=== Extracted records ===
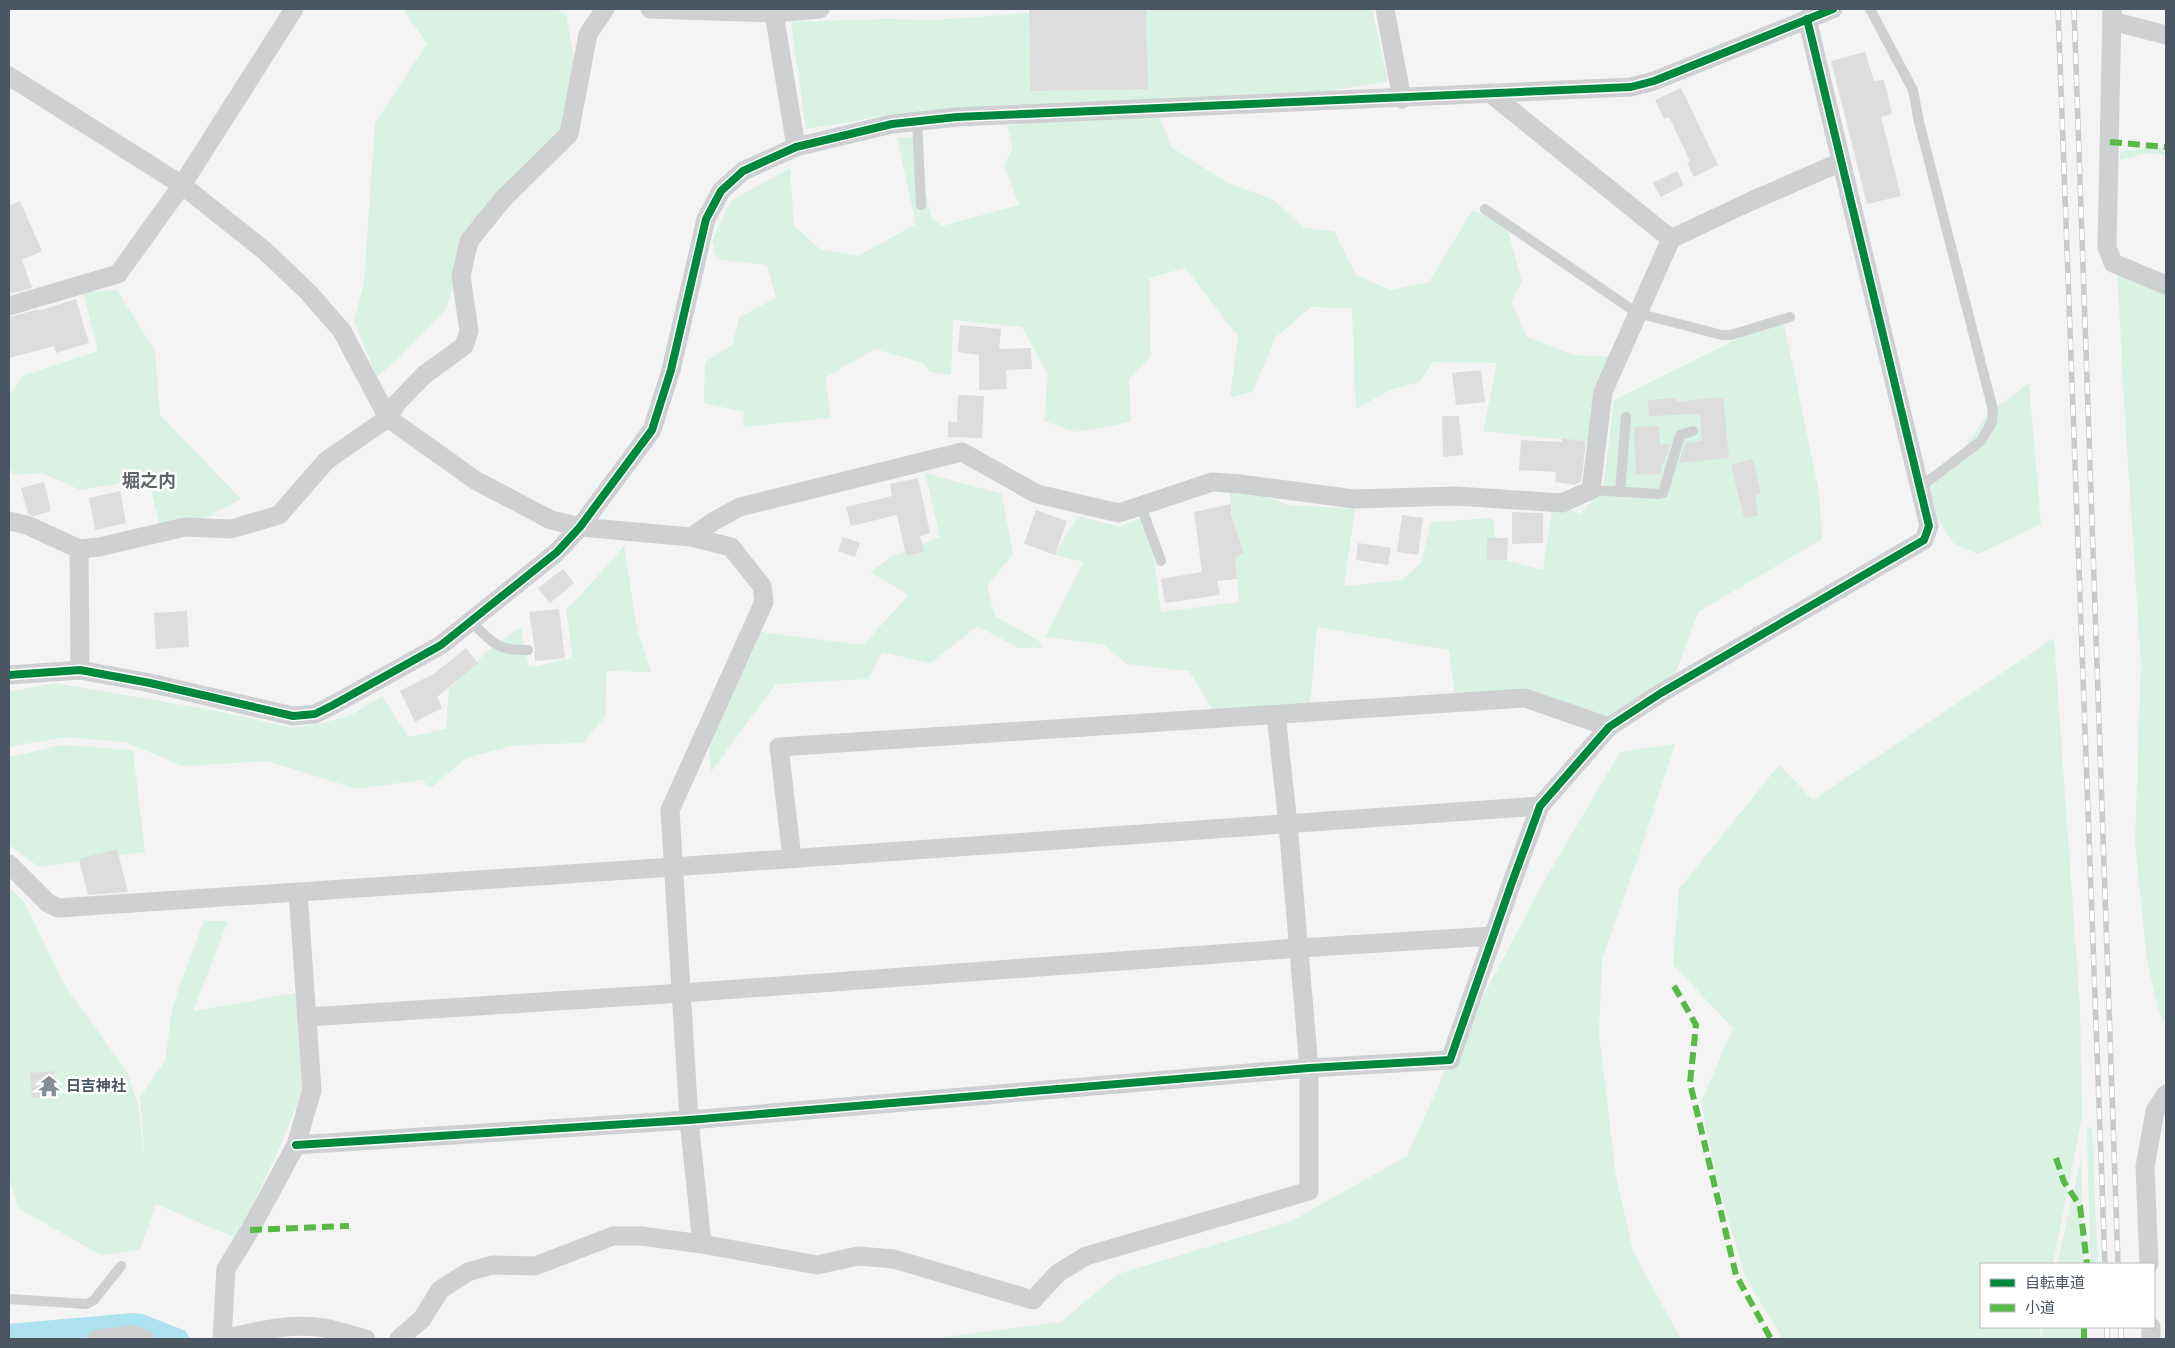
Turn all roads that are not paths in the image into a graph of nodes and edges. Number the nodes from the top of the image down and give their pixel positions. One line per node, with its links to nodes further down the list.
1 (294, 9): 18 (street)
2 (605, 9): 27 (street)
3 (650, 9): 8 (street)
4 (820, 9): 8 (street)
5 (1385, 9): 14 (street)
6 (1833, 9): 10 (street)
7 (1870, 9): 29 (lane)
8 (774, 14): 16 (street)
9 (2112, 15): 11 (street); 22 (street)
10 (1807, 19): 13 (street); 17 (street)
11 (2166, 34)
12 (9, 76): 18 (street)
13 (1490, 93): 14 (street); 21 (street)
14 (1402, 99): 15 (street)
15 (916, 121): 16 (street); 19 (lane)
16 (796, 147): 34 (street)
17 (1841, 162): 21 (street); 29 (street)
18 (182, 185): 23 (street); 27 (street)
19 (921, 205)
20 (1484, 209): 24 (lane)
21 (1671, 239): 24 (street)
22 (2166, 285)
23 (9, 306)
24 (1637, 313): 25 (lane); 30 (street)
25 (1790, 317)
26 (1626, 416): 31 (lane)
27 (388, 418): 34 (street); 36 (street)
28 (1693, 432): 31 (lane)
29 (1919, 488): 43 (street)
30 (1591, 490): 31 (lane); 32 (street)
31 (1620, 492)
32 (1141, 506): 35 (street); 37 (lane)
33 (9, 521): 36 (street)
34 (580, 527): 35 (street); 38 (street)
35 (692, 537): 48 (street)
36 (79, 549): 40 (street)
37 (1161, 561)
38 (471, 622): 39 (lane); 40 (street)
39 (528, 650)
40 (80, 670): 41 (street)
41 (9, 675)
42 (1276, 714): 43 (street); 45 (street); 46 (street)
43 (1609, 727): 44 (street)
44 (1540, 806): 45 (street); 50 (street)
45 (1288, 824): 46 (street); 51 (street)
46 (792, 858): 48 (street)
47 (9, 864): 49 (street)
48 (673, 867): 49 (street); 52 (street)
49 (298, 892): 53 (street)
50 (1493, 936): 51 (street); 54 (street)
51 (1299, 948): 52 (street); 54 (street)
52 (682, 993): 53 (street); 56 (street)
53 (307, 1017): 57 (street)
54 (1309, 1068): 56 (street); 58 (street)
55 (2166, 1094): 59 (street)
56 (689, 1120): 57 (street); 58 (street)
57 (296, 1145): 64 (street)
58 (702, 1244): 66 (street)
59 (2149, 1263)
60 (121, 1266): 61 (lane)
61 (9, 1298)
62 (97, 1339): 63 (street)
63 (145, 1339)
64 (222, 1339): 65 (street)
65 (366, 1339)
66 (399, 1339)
===
=== Extracted records ===
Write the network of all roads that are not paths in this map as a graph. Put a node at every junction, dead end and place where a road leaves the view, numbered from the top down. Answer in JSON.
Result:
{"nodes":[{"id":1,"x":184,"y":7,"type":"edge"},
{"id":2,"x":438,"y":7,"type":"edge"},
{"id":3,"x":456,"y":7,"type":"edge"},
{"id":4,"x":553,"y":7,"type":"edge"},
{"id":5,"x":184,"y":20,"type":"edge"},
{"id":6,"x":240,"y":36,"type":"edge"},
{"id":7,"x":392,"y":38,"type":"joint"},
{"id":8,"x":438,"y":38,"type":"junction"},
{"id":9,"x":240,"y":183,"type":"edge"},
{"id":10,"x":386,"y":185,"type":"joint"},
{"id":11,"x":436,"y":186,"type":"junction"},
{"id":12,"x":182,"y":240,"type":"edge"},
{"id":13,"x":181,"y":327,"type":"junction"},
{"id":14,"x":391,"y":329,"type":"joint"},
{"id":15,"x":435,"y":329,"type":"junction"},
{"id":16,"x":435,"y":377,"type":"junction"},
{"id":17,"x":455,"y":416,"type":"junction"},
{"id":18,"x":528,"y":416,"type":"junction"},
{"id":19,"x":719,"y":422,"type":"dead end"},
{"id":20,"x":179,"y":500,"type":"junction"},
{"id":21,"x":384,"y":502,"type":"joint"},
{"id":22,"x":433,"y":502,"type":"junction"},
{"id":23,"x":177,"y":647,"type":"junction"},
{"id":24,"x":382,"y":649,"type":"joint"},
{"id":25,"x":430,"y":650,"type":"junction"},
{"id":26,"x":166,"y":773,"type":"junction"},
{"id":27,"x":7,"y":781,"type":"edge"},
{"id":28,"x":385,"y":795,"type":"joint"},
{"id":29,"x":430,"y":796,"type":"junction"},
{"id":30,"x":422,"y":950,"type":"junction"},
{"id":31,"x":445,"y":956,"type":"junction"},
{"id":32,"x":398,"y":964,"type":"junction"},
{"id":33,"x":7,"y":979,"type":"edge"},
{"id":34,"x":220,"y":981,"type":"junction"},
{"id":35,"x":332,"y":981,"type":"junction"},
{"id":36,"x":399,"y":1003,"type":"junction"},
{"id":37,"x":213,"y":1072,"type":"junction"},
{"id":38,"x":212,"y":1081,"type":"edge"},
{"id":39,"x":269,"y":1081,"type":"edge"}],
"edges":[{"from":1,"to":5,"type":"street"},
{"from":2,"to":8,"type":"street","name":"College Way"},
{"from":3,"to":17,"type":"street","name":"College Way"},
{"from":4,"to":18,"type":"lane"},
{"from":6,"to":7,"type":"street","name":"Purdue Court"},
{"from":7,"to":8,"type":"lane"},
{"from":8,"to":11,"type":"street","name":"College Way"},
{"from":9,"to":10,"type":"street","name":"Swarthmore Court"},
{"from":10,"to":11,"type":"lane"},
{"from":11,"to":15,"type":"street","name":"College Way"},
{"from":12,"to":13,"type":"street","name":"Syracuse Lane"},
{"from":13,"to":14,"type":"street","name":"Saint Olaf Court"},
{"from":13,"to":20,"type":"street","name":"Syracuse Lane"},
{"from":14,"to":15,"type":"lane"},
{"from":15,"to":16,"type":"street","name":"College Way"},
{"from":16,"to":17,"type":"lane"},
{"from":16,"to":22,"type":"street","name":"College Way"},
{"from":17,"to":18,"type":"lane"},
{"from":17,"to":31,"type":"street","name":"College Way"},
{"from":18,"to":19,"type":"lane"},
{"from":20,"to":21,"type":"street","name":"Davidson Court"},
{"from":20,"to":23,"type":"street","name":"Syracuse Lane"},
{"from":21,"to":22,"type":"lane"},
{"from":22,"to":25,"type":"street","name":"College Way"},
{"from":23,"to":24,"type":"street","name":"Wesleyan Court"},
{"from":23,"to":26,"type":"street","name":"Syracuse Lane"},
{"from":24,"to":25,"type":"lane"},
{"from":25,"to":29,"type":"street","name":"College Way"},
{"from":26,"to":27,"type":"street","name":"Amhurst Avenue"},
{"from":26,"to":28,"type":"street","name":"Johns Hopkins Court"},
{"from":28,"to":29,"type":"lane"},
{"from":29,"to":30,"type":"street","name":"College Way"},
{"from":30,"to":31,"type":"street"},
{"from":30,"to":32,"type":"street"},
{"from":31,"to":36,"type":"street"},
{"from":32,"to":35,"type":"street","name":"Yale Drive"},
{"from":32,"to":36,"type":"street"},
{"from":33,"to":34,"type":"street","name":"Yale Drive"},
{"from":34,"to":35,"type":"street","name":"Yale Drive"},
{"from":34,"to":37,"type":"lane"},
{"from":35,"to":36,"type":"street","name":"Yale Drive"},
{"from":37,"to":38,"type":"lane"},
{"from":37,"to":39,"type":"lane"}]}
===
=== Extracted records ===
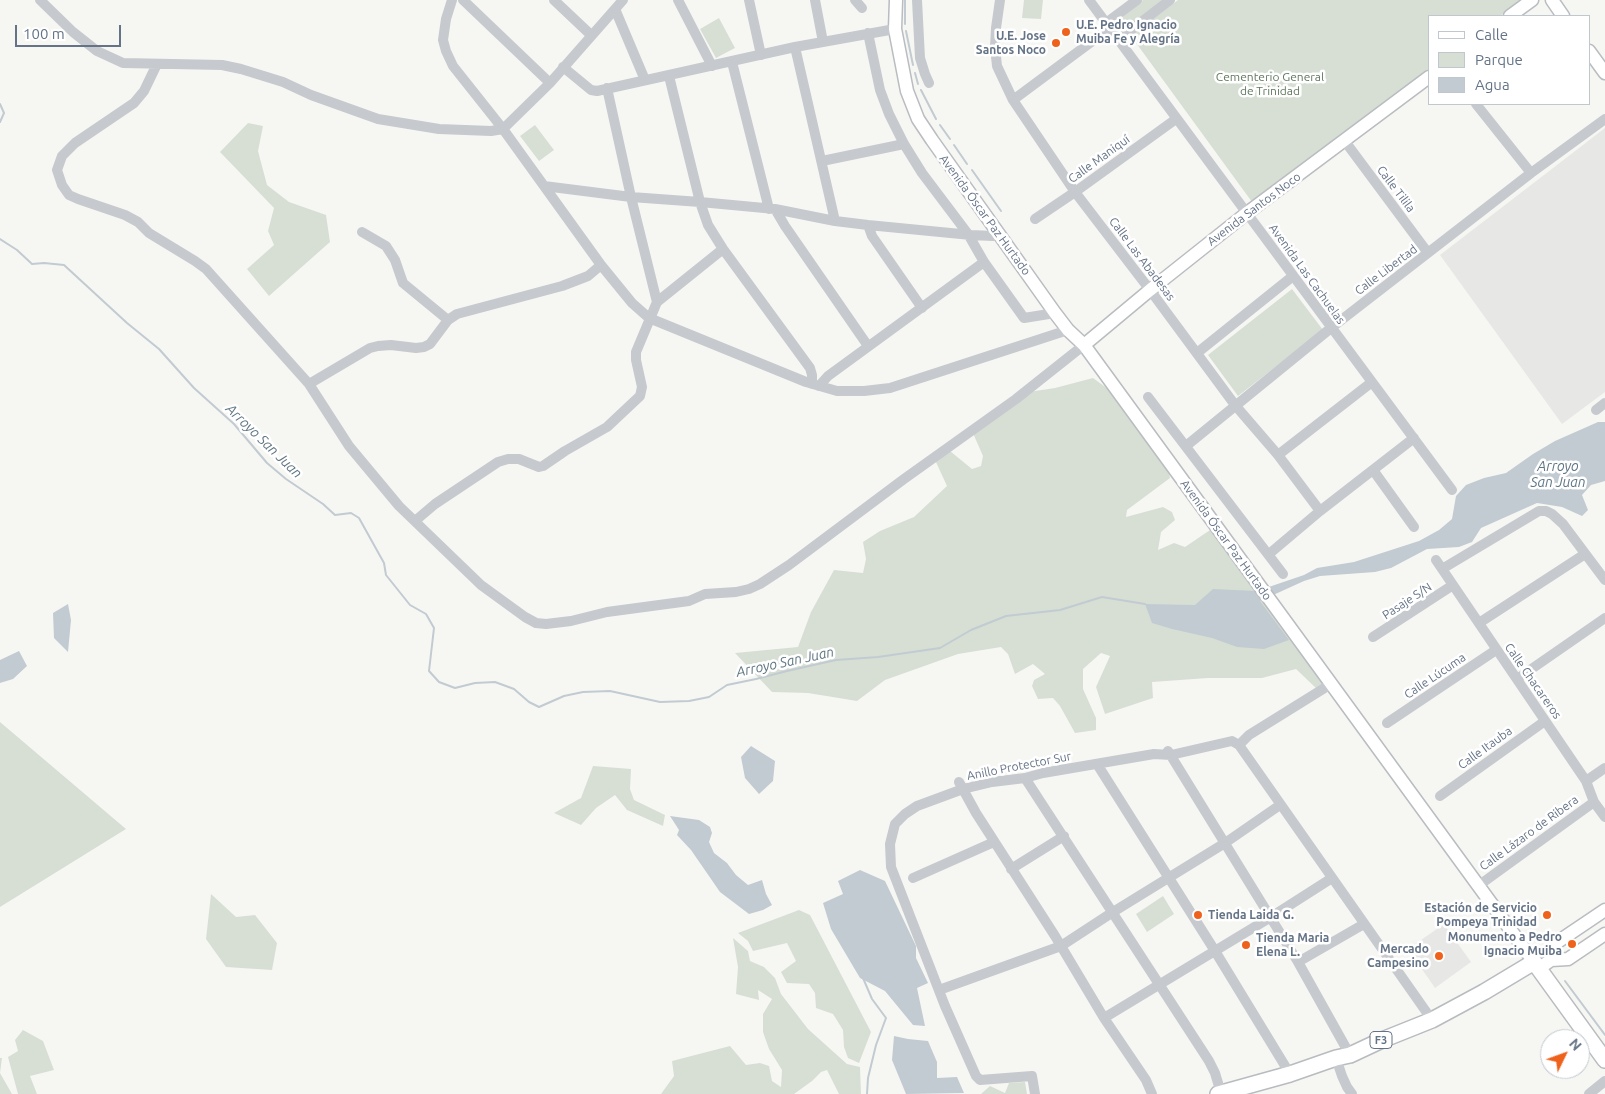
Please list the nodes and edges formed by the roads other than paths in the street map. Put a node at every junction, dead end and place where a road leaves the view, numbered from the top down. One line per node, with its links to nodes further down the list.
===
_Directions_. Pull every line with the string "place" out of the material.

_Answer box_.
Write the network of all roads that are not paths in this map as a graph. Put a node at every junction, dead end and place where a road leaves the view, numbered from the top down. Answer in JSON.
Please list the nodes and edges formed by the roads other than paths in the street map. Put a node at every junction, dead end and place where a road leaves the view, numbered from the top down. One line per node, with its links to nodes further down the list.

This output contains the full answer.